欧米の深刻な感染拡大

 欧米では、この9月初旬から、新型コロナウイルス感染者が増え始め、それが、この2週間において急増しています。

 深刻な感染拡大で、WTOも、これを止めることができない、というまでに至っています。

 さて、新型コロナウイルスの感染者数が再び増え始めていることについて専門家の新聞記事がありました。

 そこで、キングス・カレッジ・ロンドンの渋谷健司教授は、イギリスの感染状況について、深刻な懸念を示されています。

 9月になって欧州は急激な冷え込みに伴い、急激に再び感染者が大きく増えています。

 イギリスでは、直近で新規感染者数が25000人前後まで増え、イタリアで26000人、フランスでは45000~50000人、アメリカに至っては毎日9万人も増えています。

 日本と比較すると二桁以上の違いがあります。

 しかも、これらの感染者数は、どこまで増えるかの予想ができないほどに感染者数の上昇傾向が続いています。

 渋谷先生は、イギリスの場合を示して、感染者が急増した原因について、「検査、追跡、隔離(保護)」が大切という共通認識が確立される前に、夏のバカンスを前にして「とにかく緩めよう」という流れができてしまい、ほとんど何もしない「エアバブル」という方策が10数か国で結ばれ、行き来が拡大してしまったことを指摘されています。

   また、現在のイギリスにおけるPCR検査数は30万人にも上っているが、この多数の検査を行う前に、感染者が広がってしまったことを述べています。

 さらに「検査、追跡、隔離(保護)」のうち、追跡と保護が弱く、これらが、感染者の拡大を防ぐことに結びついていないことも明らかにしています。

 かれの推測では、現在の感染者数が一日2万人であり、その5倍の感染者がいるとされています。

日本社会における感染問題

 これから、日本においても気温が下がり、慢性的に都市部で起きている市中感染が、爆発的に感染拡大していく可能性があり、さらには、欧米から持ち込まれることも想定できますので、なによりも「検査、追跡、隔離(保護)」が必要であることを強調されていました。

 このところ、東京では、新型コロナウイルスの新規感染者が3日連続で200名を超えました。
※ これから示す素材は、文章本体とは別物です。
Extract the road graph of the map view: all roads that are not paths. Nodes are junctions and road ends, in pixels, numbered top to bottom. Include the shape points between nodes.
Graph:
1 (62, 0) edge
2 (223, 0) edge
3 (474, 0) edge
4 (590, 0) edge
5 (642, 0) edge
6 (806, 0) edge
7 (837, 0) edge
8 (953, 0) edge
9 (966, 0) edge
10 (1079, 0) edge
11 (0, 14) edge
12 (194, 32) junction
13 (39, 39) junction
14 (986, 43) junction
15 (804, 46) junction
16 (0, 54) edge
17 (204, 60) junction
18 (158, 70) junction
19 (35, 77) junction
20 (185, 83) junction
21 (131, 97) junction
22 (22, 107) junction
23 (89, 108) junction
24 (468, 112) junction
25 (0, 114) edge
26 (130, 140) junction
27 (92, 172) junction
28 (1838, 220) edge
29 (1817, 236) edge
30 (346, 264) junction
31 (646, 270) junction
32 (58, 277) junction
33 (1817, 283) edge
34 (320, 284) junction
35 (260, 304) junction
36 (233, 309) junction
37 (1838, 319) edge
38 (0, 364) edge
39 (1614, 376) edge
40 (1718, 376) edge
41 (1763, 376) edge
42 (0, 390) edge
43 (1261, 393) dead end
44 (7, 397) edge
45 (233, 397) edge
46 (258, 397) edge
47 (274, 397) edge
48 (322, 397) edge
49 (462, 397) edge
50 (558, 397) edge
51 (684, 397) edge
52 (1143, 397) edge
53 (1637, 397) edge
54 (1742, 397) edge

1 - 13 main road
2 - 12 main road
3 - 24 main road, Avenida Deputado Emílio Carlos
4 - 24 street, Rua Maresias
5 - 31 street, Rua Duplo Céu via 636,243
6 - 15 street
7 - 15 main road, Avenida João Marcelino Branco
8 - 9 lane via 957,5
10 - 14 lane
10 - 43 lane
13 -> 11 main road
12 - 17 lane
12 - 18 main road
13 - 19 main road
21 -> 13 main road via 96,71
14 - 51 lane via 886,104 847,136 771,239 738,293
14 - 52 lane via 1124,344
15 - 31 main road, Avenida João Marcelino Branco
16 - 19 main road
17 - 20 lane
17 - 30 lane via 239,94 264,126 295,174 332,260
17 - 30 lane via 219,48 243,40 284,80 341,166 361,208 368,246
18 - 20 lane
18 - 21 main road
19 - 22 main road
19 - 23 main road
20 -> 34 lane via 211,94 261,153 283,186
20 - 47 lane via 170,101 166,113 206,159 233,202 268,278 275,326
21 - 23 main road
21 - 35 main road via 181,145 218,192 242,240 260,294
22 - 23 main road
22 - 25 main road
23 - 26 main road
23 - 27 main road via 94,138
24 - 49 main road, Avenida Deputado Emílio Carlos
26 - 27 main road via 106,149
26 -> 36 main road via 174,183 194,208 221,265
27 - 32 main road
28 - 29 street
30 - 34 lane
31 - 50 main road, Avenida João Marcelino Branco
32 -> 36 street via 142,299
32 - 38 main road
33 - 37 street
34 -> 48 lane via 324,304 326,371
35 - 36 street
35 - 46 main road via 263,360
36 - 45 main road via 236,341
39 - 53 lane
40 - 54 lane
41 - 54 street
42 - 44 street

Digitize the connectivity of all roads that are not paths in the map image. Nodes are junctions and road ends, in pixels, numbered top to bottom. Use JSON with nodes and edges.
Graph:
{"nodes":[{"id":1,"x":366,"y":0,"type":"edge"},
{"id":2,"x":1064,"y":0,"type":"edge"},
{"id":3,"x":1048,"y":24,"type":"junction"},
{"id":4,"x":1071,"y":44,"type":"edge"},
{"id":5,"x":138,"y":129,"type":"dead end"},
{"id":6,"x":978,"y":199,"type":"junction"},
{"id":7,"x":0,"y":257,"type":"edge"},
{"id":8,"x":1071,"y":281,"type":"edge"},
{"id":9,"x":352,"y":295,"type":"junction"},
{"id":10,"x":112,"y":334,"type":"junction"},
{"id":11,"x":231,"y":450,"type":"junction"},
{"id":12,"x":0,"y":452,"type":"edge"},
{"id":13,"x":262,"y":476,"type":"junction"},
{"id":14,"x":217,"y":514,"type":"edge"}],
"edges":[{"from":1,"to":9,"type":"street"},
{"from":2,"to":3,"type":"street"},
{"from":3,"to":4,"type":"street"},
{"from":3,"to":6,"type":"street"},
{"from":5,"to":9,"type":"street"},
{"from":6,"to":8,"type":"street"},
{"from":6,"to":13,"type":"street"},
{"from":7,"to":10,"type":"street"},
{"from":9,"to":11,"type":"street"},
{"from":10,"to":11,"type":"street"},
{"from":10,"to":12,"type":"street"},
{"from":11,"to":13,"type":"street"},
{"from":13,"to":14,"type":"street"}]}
 また全国的には、昨日で700名を超え、微増の傾向を示しています。

 東大に児玉龍彦先生によれば、新型コロナウイルスには、次の特徴が指摘されています。

 ①新型コロナウイルスに対しては、東アジア地方の人に「交差免疫」があり、これが、欧米のような大規模感染になることを押し留めている。

 ②少数の新型コロナウイルス感染を広げる人がいて、この無症状感染者を探り出し、隔離することが重要である。

 ③東京、埼玉型と呼ばれる新型コロナウイルスが日本社会に定着していて、これが独自に変位して危険性を増している。

 ④PCR検査における「擬陽性」、「偽陰性」については、日本だけにおいて流布されている現象であり、世界的には、まったく存在していない。

 ⑤東京の新宿(人口10万人あたり約840人の感染者)や渋谷、池袋などの周辺のエピセンターを完全に撲滅しないかぎり、新規感染者は無くならないし、今後は、ここを中心に再び広がる可能性がある。

 ⑥新型コロナウイルス感染による死亡率は2%程度であり、これは世界共通の現象といえ、日本だけが低いのではない。

 これらの科学的見地からの指摘には説得力があります。

 これから、日本においても、大変な感染拡大が起こる可能性があり、心して対応する必要がありますね。